RAMOS.- ¡Oh! Luego tú...
ROBERTO.- Amo a Renata. Sí, amo a Renata, con todas las fuerzas del alma y del instinto y con todos los derechos de mi salud. No puedo negarlo y no me avergüenzo de esta pasión que no es una imprudencia ni un crimen.
RAMOS.- ¿Y Renata?...
ROBERTO.- Ella nada sabe de esta tragedia. Volvió a esta casa cuando Luisa se puso tan mal, para asistirla con la devoción de siempre.
RAMOS.- ¿Ignora por completo tus sentimientos?
ROBERTO.- Nada le he dicho. Nada le he dado a comprender, pero tengo la certidumbre de haberla atraído a mis destinos, con el imán de mis energías expansivas. Nada me acusaría pues, nada nos acusaría. Habríamos aguardado sin la menor impaciencia, te lo juro, aunque durara años la desaparición de Luisa, para emprender nuestra marcha. Luego aquí no hay más que un crimen, el horrendo crimen de haber amargado, envenenado los últimos días de la querida enferma, dejándole comprender la verdad de su despojo. Yo, yo, yo soy el único criminal. ¿Cómo evitar, cómo reparar los efectos del daño, cómo llevar un poco de paz a ese espíritu torturado por la desesperanza? Ahí tienes la explicación de mi problema. Resuélvelo si eres capaz.

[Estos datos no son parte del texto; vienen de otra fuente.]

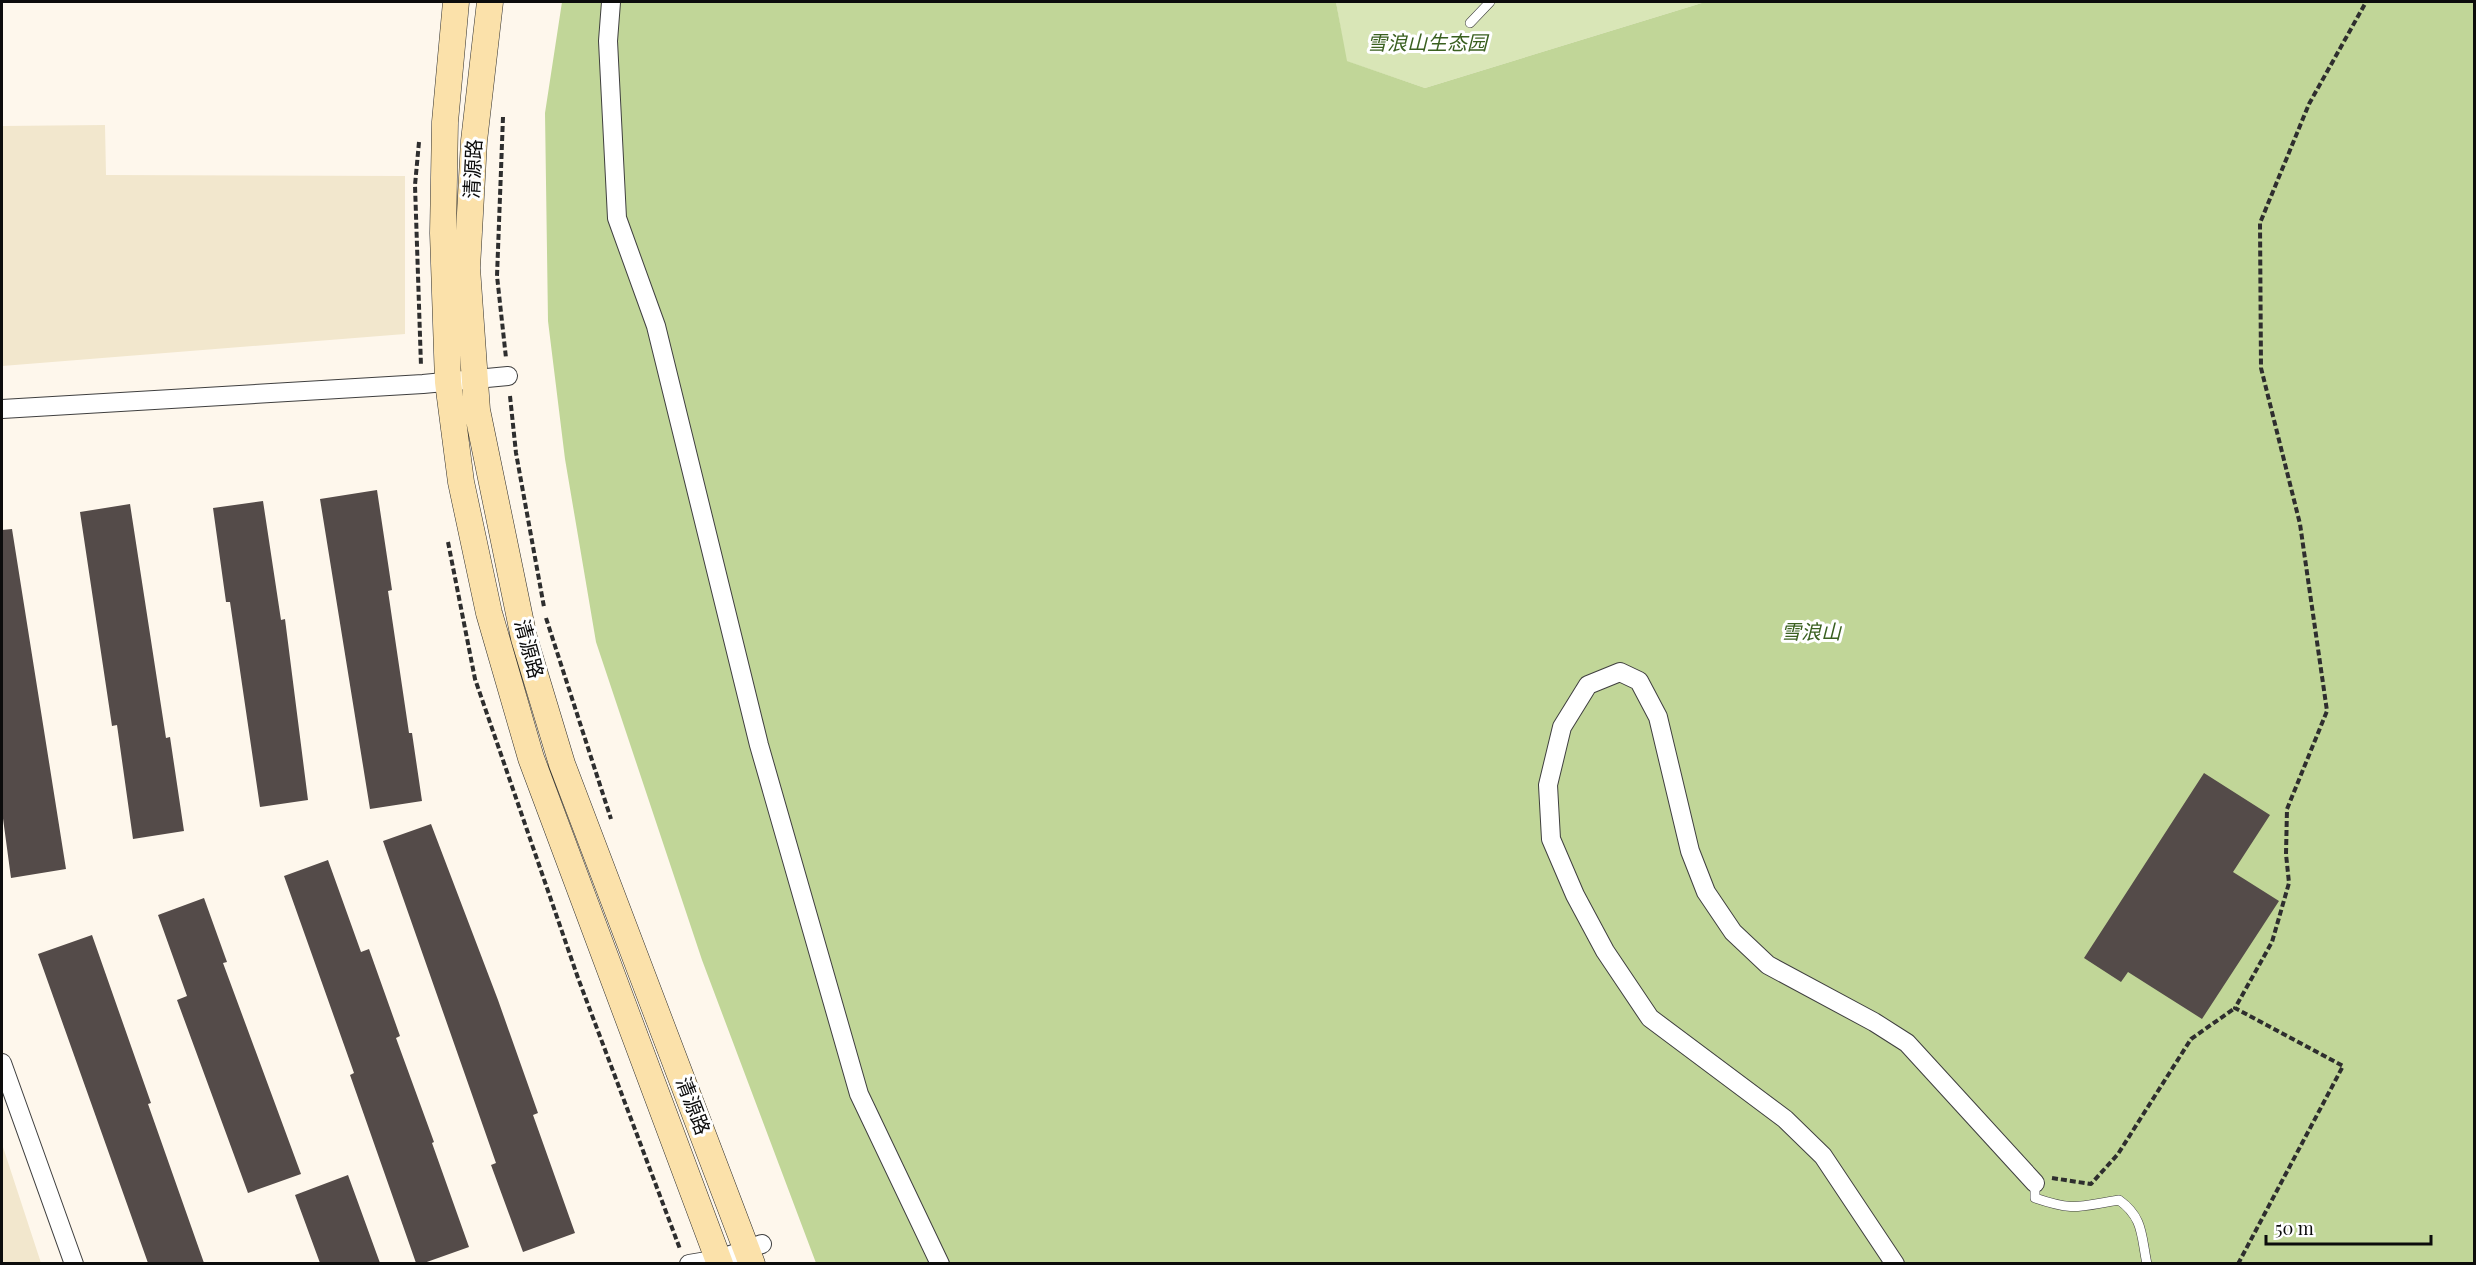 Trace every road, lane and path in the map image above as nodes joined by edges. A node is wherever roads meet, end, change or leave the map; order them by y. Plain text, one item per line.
1 (456, 2) edge
2 (490, 2) edge
3 (611, 2) edge
4 (1490, 2) edge
5 (2366, 2) edge
6 (1470, 23) dead end
7 (503, 112) dead end
8 (508, 376) junction
9 (475, 380) junction
10 (448, 382) junction
11 (2, 409) edge
12 (614, 830) dead end
13 (2235, 1008) junction
14 (2, 1063) edge
15 (2043, 1180) junction
16 (754, 1253) edge
17 (720, 1261) edge
18 (74, 1263) edge
19 (689, 1263) edge
20 (940, 1263) edge
21 (1895, 1263) edge
22 (2147, 1263) edge
23 (2238, 1263) edge

1 - 10 street, 清源路
2 - 9 street, 清源路
3 - 20 street
4 - 6 lane
5 - 13 path
7 - 8 path, 清源路
8 - 9 street
8 - 12 path, 清源路
9 - 10 street
9 - 16 street, 清源路
10 - 11 street
10 - 17 street, 清源路
13 - 15 path
13 - 23 path
14 - 18 street
15 - 21 street
15 - 22 lane
16 - 17 street
17 - 19 street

RAMOS.- ¿La revelación fue tan decisiva?
ROBERTO.- Tal vez no; pero su convencimiento es inquebrantable. Ya lo ves, iba a matarse.
RAMOS.- Es muy posible que exageres un poco y que eso que crees un convencimiento no sea otra cosa que una impresión transitoria. Por otra parte no hay nada más accesible al consuelo que un espíritu que empieza a sentirse corroído por la desesperanza. Cálmate pues. Tienes buen deseo y tienes ingenio. Prodígale tu solicitud y tu ternura y verás como pronto recobra su calma la pobre Luisa.

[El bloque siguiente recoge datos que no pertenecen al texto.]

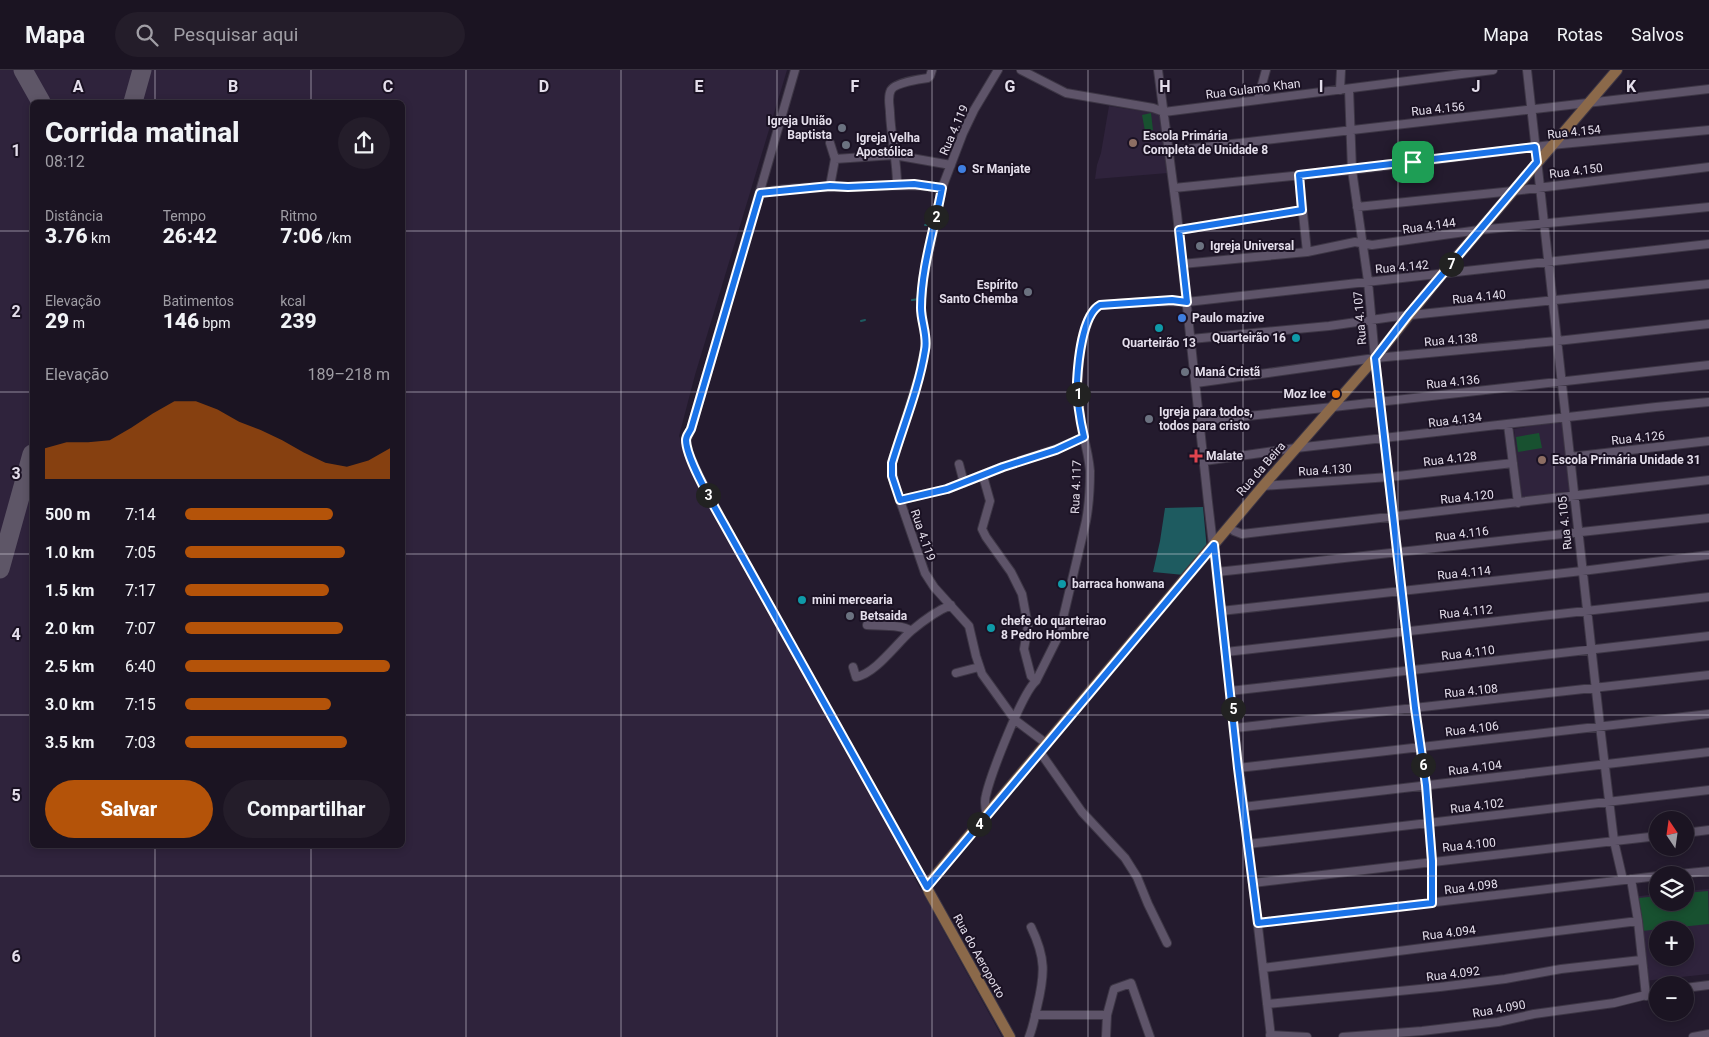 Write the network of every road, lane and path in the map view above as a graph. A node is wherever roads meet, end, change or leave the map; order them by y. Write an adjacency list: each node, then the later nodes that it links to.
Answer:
1 (795, 70): 36 (street)
2 (932, 70): 23 (street)
3 (998, 70): 26 (street, Rua 4.119)
4 (1021, 70): 16 (street)
5 (1158, 70): 16 (street)
6 (1266, 70): 13 (street)
7 (1341, 70): 11 (street, Rua 4.107)
8 (1493, 70): 11 (street, Rua Gulamo Khan)
9 (1527, 70): 15 (street)
10 (1617, 70): 14 (main road, Rua da Beira)
11 (1344, 89): 13 (street, Rua Gulamo Khan); 17 (street, Rua 4.107)
12 (1709, 89): 14 (street, Rua 4.156)
13 (1258, 99): 16 (street, Rua Gulamo Khan)
14 (1588, 103): 15 (street, Rua 4.156); 20 (main road, Rua da Beira)
15 (1532, 110): 17 (street, Rua 4.156); 21 (street)
16 (1164, 112): 22 (street)
17 (1352, 130): 22 (street, Rua 4.156); 28 (street, Rua 4.107)
18 (1709, 130): 20 (street, Rua 4.154)
19 (830, 143): 24 (street)
20 (1551, 145): 21 (street, Rua 4.154); 25 (main road, Rua da Beira)
21 (1535, 147): 25 (street); 28 (street, Rua 4.154)
22 (1170, 151): 34 (street)
23 (894, 155): 24 (street); 26 (street); 30 (street)
24 (835, 159): 31 (street)
25 (1537, 162): 32 (street, Rua 4.105); 35 (main road, Rua da Beira)
26 (951, 165): 33 (street, Rua 4.119)
27 (1709, 167): 32 (street, Rua 4.150)
28 (1352, 170): 29 (street, Rua 4.154); 37 (street, Rua 4.107)
29 (1299, 175): 34 (street, Rua 4.154); 39 (street)
30 (897, 184): 31 (street); 33 (street)
31 (830, 186): 36 (street)
32 (1540, 187): 35 (street, Rua 4.150); 40 (street, Rua 4.105)
33 (942, 188): 82 (street, Rua 4.119)
34 (1174, 188): 41 (street)
35 (1513, 191): 37 (street, Rua 4.150); 42 (main road, Rua da Beira)
36 (760, 193): 139 (street)
37 (1357, 207): 43 (street, Rua 4.107)
38 (1709, 207): 40 (street, Rua 4.144)
39 (1302, 210): 41 (street); 45 (street)
40 (1544, 224): 42 (street, Rua 4.144); 46 (street, Rua 4.105)
41 (1179, 230): 47 (street)
42 (1479, 230): 43 (street, Rua 4.144); 48 (main road, Rua da Beira)
43 (1363, 243): 45 (street, Rua 4.144); 49 (street, Rua 4.107)
44 (1709, 244): 46 (street, Rua 4.142)
45 (1307, 252): 47 (street, Rua 4.144)
46 (1547, 263): 48 (street, Rua 4.142); 51 (street, Rua 4.105)
47 (1182, 264): 52 (street)
48 (1442, 274): 49 (street, Rua 4.142); 53 (main road, Rua da Beira)
49 (1368, 281): 52 (street, Rua 4.142); 54 (street, Rua 4.107)
50 (1709, 284): 51 (street, Rua 4.140)
51 (1552, 301): 53 (street, Rua 4.140); 57 (street, Rua 4.105)
52 (1187, 302): 56 (street); 68 (street, Rua 4.117)
53 (1408, 315): 54 (street, Rua 4.140); 58 (main road, Rua da Beira)
54 (1372, 320): 56 (street, Rua 4.140); 58 (street, Rua 4.107)
55 (1709, 324): 57 (street, Rua 4.138)
56 (1191, 339): 61 (street)
57 (1557, 341): 58 (street, Rua 4.138); 60 (street, Rua 4.105)
58 (1375, 358): 61 (street, Rua 4.138); 62 (street, Rua 4.107); 64 (main road, Rua da Beira)
59 (1709, 365): 60 (street, Rua 4.136)
60 (1561, 381): 62 (street, Rua 4.136); 65 (street, Rua 4.105)
61 (1196, 384): 66 (street)
62 (1381, 401): 64 (street, Rua 4.136); 69 (street, Rua 4.107)
63 (1709, 402): 65 (street, Rua 4.134)
64 (1333, 407): 66 (street, Rua 4.136); 71 (main road, Rua da Beira)
65 (1565, 418): 67 (street, Rua 4.134); 72 (street, Rua 4.105)
66 (1200, 420): 73 (street)
67 (1508, 425): 69 (street, Rua 4.134); 74 (street)
68 (1084, 437): 76 (street); 109 (street, Rua 4.117)
69 (1385, 439): 71 (street, Rua 4.134); 77 (street, Rua 4.107)
70 (1709, 441): 72 (street, Rua 4.126)
71 (1296, 448): 73 (street, Rua 4.134); 80 (main road, Rua da Beira)
72 (1570, 457): 81 (street, Rua 4.105)
73 (1204, 461): 88 (street)
74 (1513, 463): 77 (street, Rua 4.128); 83 (street)
75 (959, 464): 79 (street)
76 (983, 476): 79 (street); 109 (street)
77 (1389, 477): 80 (street, Rua 4.130); 84 (street, Rua 4.107)
78 (1709, 480): 81 (street, Rua 4.120)
79 (964, 483): 82 (street)
80 (1263, 486): 86 (main road, Rua da Beira)
81 (1574, 496): 83 (street, Rua 4.120); 87 (street, Rua 4.105)
82 (900, 500): 95 (street, Rua 4.119)
83 (1518, 503): 84 (street, Rua 4.120)
84 (1394, 516): 86 (street, Rua 4.120); 89 (street, Rua 4.107)
85 (1709, 518): 87 (street, Rua 4.116)
86 (1229, 527): 88 (main road, Rua da Beira)
87 (1578, 532): 89 (street, Rua 4.116); 91 (street, Rua 4.105)
88 (1214, 545): 92 (street); 118 (main road, Rua da Beira)
89 (1398, 553): 92 (street, Rua 4.116); 93 (street, Rua 4.107)
90 (1709, 555): 91 (street, Rua 4.114)
91 (1582, 571): 93 (street, Rua 4.114); 96 (street, Rua 4.105)
92 (1217, 572): 97 (street)
93 (1402, 591): 97 (street, Rua 4.114); 99 (street, Rua 4.107)
94 (1709, 597): 96 (street, Rua 4.112)
95 (951, 605): 100 (street); 104 (street, Rua 4.119)
96 (1587, 610): 99 (street, Rua 4.112); 102 (street, Rua 4.105)
97 (1221, 611): 103 (street)
98 (867, 624): 100 (street)
99 (1407, 630): 103 (street, Rua 4.112); 106 (street, Rua 4.107)
100 (911, 631): 105 (street)
101 (1709, 636): 102 (street, Rua 4.110)
102 (1591, 650): 106 (street, Rua 4.110); 110 (street, Rua 4.105)
103 (1226, 652): 111 (street)
104 (979, 667): 107 (street); 114 (street, Rua 4.119)
105 (853, 668)
106 (1411, 671): 111 (street, Rua 4.110); 112 (street, Rua 4.107)
107 (956, 673)
108 (1709, 676): 110 (street, Rua 4.108)
109 (1036, 681): 114 (street, Rua 4.117)
110 (1596, 689): 112 (street, Rua 4.108); 115 (street, Rua 4.105)
111 (1230, 691): 116 (street)
112 (1415, 708): 116 (street, Rua 4.108); 117 (street, Rua 4.107)
113 (1709, 714): 115 (street, Rua 4.106)
114 (1015, 720): 118 (street, Rua 4.119); 126 (street, Rua 4.117)
115 (1600, 726): 117 (street, Rua 4.106); 120 (street, Rua 4.105)
116 (1235, 728): 121 (street)
117 (1420, 747): 121 (street, Rua 4.106); 122 (street, Rua 4.107)
118 (1044, 748): 126 (main road, Rua da Beira); 144 (street, Rua 4.119)
119 (1709, 752): 120 (street, Rua 4.104)
120 (1605, 764): 122 (street, Rua 4.104); 124 (street, Rua 4.105)
121 (1238, 768): 125 (street)
122 (1426, 785): 125 (street, Rua 4.104); 127 (street, Rua 4.107)
123 (1709, 790): 124 (street, Rua 4.102)
124 (1609, 801): 127 (street, Rua 4.102); 131 (street, Rua 4.105)
125 (1243, 807): 132 (street)
126 (987, 815): 139 (main road, Rua da Beira)
127 (1429, 823): 132 (street, Rua 4.102); 133 (street, Rua 4.107)
128 (1709, 830): 129 (street)
129 (1694, 832)
130 (1649, 837): 131 (street, Rua 4.100)
131 (1614, 841): 133 (street, Rua 4.100); 137 (street, Rua 4.105)
132 (1248, 844): 138 (street)
133 (1432, 861): 138 (street, Rua 4.100); 140 (street, Rua 4.107)
134 (1709, 871): 135 (street)
135 (1694, 872)
136 (1649, 877): 137 (street, Rua 4.098)
137 (1627, 880): 140 (street, Rua 4.098); 141 (street, Rua 4.105)
138 (1253, 883): 142 (street)
139 (927, 887): 157 (main road, Rua do Aeroporto)
140 (1432, 903): 142 (street, Rua 4.098)
141 (1638, 921): 145 (street, Rua 4.105); 146 (street, Rua 4.094)
142 (1258, 923): 146 (street)
143 (1031, 927): 152 (street)
144 (1167, 943)
145 (1641, 960): 150 (street, Rua 4.105); 151 (street, Rua 4.092)
146 (1263, 968): 151 (street)
147 (1709, 985): 148 (street)
148 (1694, 987)
149 (1649, 995): 150 (street, Rua 4.090)
150 (1646, 996): 156 (street, Rua 4.090)
151 (1267, 1004): 155 (street)
152 (1035, 1015): 153 (street); 158 (street)
153 (1107, 1015): 159 (street); 160 (street)
154 (1709, 1034): 163 (street)
155 (1271, 1036): 161 (street)
156 (1383, 1036): 162 (street, Rua 4.090)
157 (1010, 1037)
158 (1029, 1037)
159 (1106, 1037)
160 (1150, 1037)
161 (1307, 1037)
162 (1343, 1037)
163 (1693, 1037)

ROBERTO.- ¿Y si así no fuera?
RAMOS.- Será así. Lo que hemos conversado me permite decirte sin ambajes esta crueldad; deja que obre el mal, deja que obre el mal. El alma más templada se quebranta, las energías morales se relajan al par que las energías del organismo y acabamos por llegar a un estado que únicamente nos deja ver las cosas a través del cristal verde de la esperanza o del cristal sonrosado de la ilusión. Si estás en paz contigo mismo no te atormentes más.

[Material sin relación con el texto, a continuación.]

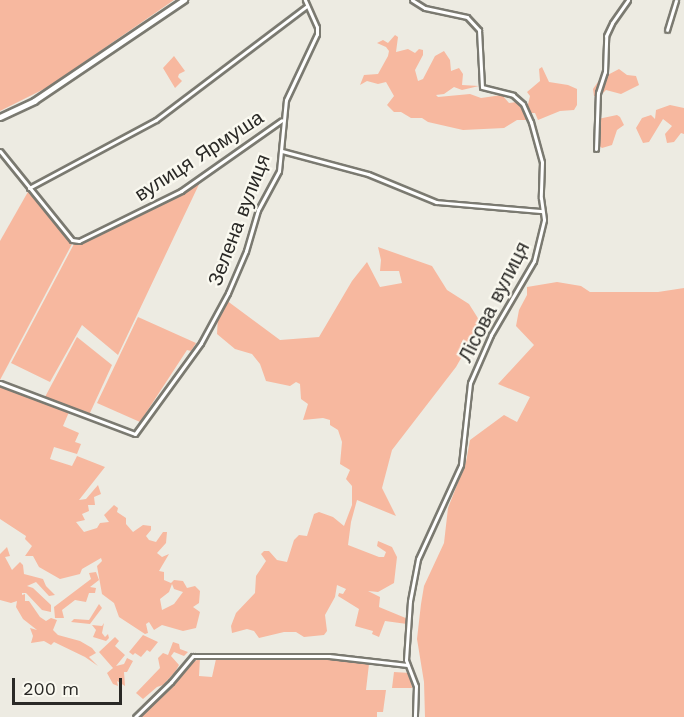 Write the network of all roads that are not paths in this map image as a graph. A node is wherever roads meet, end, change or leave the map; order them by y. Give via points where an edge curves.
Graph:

ROBERTO.- ¿Es un reproche? (Clarea un poco.)
RAMOS.- No, Roberto. Te he comprendido bien. Eres un fuerte. Pero toma un poco de cloral. Lo tienes por ahí. (Buscando sobre el escritorio.) Debe ser éste. Bebe un par de tragos. (ROBERTO toma el cloral.) Así.
ROBERTO.- Y ahora dime, dime con franqueza: ¿Qué piensas de mí?
RAMOS.- ¡Hombre!... Pienso que eres un ingenuo.